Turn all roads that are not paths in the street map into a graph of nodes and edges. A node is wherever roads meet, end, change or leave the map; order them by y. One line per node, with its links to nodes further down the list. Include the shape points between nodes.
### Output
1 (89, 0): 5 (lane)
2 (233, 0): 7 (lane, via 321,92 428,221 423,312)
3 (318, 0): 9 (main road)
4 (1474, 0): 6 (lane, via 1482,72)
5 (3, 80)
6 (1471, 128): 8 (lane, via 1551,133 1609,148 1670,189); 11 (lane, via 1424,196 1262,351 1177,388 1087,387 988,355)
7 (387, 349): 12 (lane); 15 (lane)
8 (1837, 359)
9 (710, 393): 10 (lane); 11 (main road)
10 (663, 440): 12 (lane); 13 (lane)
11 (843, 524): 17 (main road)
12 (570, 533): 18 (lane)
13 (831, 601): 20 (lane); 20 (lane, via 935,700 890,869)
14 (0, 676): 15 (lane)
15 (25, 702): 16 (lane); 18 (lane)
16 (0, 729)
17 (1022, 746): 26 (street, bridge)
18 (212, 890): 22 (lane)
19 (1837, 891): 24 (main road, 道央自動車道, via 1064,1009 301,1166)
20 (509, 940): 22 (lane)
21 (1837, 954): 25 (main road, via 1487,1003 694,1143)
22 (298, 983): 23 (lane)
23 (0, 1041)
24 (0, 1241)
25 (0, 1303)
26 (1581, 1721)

◆ Exercise goal ◆
Give back all the records exactly as they stand.

◆ Output of the task ◆
Turn all roads that are not paths in the street map into a graph of nodes and edges. A node is wherever roads meet, end, change or leave the map; order them by y. One line per node, with its links to nodes further down the list. Include the shape points between nodes.
### Output
1 (89, 0): 5 (lane)
2 (233, 0): 7 (lane, via 321,92 428,221 423,312)
3 (318, 0): 9 (main road)
4 (1474, 0): 6 (lane, via 1482,72)
5 (3, 80)
6 (1471, 128): 8 (lane, via 1551,133 1609,148 1670,189); 11 (lane, via 1424,196 1262,351 1177,388 1087,387 988,355)
7 (387, 349): 12 (lane); 15 (lane)
8 (1837, 359)
9 (710, 393): 10 (lane); 11 (main road)
10 (663, 440): 12 (lane); 13 (lane)
11 (843, 524): 17 (main road)
12 (570, 533): 18 (lane)
13 (831, 601): 20 (lane); 20 (lane, via 935,700 890,869)
14 (0, 676): 15 (lane)
15 (25, 702): 16 (lane); 18 (lane)
16 (0, 729)
17 (1022, 746): 26 (street, bridge)
18 (212, 890): 22 (lane)
19 (1837, 891): 24 (main road, 道央自動車道, via 1064,1009 301,1166)
20 (509, 940): 22 (lane)
21 (1837, 954): 25 (main road, via 1487,1003 694,1143)
22 (298, 983): 23 (lane)
23 (0, 1041)
24 (0, 1241)
25 (0, 1303)
26 (1581, 1721)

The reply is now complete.